# TASK
Examine the records and identify each line that includes the string "شارع". Copy those lines.

# ENTRIES PROVIDED

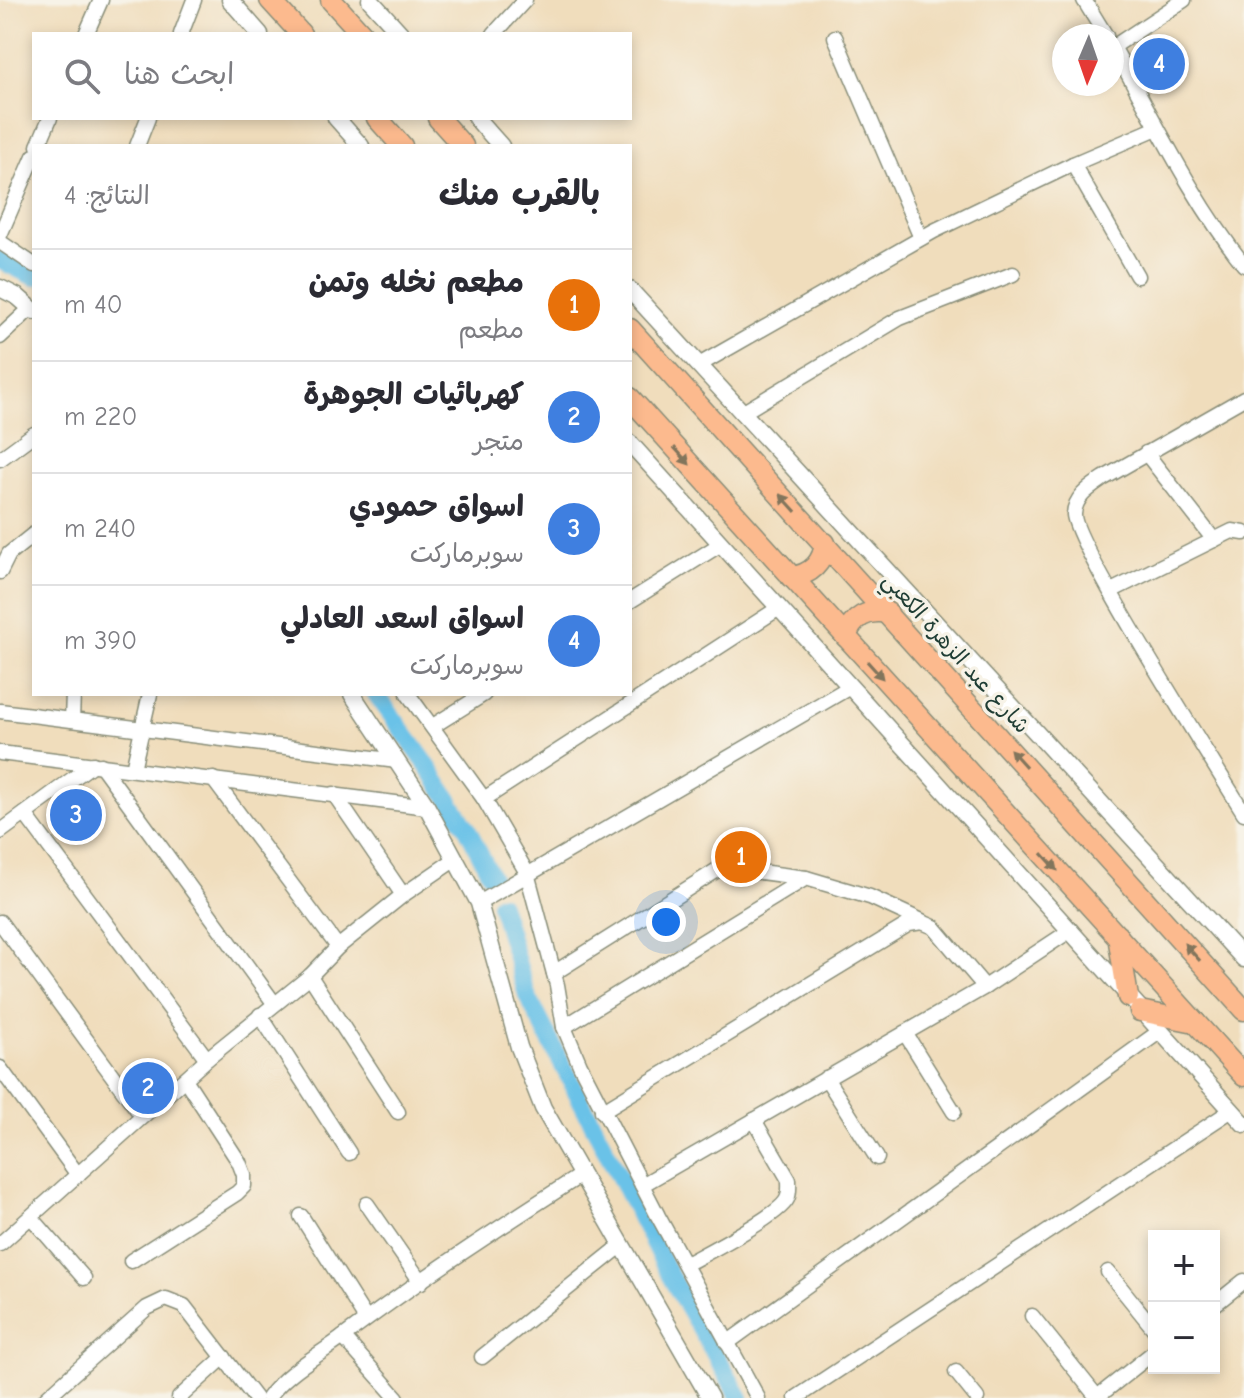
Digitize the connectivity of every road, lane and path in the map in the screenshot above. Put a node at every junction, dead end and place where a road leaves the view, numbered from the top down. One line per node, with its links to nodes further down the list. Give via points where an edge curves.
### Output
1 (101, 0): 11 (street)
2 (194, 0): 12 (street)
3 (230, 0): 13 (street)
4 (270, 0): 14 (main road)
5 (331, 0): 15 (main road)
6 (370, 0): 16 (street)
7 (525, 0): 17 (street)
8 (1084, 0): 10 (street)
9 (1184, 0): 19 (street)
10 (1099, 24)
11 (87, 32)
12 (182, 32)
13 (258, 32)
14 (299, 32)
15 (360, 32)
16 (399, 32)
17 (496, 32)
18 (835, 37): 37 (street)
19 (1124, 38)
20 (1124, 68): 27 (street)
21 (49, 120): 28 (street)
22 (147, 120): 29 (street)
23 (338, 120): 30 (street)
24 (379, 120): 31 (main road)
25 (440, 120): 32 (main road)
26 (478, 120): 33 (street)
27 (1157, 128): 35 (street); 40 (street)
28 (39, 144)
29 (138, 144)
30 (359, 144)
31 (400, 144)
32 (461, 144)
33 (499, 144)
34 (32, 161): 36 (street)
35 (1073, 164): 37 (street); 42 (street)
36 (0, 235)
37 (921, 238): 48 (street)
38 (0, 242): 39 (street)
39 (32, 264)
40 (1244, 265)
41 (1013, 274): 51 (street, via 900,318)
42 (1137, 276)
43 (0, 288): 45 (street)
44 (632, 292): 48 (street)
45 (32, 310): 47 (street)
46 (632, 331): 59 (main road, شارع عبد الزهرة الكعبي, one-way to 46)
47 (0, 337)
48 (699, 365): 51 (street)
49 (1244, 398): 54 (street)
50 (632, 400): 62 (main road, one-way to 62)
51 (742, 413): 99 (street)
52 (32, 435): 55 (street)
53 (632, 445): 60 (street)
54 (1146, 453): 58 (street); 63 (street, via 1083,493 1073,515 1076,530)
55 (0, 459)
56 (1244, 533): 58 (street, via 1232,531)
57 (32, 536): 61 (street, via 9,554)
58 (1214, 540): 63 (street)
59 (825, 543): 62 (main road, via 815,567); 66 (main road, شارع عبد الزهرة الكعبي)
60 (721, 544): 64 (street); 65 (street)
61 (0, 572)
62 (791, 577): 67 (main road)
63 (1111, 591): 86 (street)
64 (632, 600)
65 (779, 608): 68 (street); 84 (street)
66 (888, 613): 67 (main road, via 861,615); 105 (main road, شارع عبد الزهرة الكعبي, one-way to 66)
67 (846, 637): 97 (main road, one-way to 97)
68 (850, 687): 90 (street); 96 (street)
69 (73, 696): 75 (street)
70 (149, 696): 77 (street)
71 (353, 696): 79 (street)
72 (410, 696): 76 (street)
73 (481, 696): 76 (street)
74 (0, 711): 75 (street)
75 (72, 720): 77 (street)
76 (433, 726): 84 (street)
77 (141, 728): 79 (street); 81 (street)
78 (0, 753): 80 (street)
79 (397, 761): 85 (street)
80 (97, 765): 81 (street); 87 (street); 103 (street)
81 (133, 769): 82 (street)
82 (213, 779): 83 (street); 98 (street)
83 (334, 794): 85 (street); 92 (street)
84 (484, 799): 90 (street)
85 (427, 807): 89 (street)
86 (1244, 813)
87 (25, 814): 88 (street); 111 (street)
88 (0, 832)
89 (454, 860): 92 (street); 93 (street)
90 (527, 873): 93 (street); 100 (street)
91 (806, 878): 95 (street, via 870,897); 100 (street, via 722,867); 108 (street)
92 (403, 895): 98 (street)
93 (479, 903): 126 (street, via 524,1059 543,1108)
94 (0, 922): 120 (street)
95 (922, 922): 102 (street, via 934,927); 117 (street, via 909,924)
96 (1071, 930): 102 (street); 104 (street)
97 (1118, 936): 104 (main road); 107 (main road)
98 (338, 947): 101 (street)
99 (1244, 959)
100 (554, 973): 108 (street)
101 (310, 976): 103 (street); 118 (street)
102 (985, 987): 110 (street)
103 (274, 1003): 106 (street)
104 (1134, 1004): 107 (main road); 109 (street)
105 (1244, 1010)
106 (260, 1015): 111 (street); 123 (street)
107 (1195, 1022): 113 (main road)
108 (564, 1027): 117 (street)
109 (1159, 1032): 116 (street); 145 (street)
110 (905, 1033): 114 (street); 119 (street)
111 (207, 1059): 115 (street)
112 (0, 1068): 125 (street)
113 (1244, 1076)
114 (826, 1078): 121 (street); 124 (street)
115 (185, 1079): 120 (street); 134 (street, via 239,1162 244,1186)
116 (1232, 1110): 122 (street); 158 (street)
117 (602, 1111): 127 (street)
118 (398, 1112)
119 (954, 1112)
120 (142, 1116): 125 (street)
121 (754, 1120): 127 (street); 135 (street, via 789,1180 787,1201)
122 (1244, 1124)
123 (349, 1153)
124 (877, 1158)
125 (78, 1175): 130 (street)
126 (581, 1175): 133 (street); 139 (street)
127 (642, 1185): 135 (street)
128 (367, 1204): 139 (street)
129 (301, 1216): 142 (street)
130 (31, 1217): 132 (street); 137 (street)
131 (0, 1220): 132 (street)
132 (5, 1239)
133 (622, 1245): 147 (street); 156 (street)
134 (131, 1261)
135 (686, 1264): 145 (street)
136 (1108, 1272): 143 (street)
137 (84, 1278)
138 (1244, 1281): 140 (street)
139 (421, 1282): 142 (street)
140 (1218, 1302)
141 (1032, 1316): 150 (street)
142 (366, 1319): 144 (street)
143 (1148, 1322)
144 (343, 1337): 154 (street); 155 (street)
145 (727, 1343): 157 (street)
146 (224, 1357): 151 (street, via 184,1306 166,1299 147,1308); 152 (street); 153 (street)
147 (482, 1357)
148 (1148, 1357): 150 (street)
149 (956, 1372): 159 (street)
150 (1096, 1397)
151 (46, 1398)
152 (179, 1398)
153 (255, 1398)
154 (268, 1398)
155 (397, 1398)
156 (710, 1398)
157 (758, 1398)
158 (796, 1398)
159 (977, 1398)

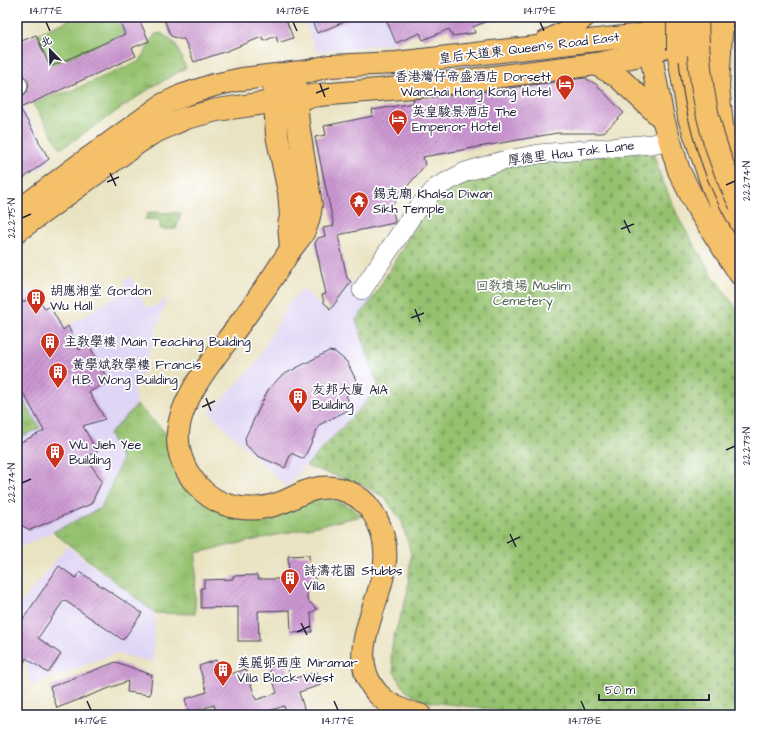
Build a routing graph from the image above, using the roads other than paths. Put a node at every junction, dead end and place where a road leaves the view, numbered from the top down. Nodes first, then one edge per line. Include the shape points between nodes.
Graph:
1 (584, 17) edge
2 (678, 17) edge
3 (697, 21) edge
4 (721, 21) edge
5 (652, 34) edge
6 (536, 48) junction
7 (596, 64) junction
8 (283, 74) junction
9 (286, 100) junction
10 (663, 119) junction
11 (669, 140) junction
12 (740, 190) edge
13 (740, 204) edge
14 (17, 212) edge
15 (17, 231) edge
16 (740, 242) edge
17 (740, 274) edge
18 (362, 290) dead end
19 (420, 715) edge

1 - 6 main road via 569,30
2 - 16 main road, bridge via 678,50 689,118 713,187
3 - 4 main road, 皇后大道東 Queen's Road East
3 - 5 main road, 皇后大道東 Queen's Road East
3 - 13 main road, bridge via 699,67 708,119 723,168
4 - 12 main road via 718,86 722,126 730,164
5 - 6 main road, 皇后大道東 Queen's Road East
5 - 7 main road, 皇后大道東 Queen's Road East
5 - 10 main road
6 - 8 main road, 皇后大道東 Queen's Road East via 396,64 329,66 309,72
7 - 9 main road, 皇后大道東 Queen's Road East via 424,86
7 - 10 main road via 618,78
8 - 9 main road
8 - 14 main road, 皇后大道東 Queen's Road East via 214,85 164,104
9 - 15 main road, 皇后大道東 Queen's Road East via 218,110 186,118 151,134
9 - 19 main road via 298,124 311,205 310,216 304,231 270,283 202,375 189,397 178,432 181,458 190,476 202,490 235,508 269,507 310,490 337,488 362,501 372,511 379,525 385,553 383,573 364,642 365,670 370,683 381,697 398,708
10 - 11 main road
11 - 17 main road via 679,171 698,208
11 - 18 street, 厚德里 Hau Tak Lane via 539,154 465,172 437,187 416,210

# RESULT OF THIS TASK
46 (632, 331): 59 (main road, شارع عبد الزهرة الكعبي, one-way to 46)
59 (825, 543): 62 (main road, via 815,567); 66 (main road, شارع عبد الزهرة الكعبي)
66 (888, 613): 67 (main road, via 861,615); 105 (main road, شارع عبد الزهرة الكعبي, one-way to 66)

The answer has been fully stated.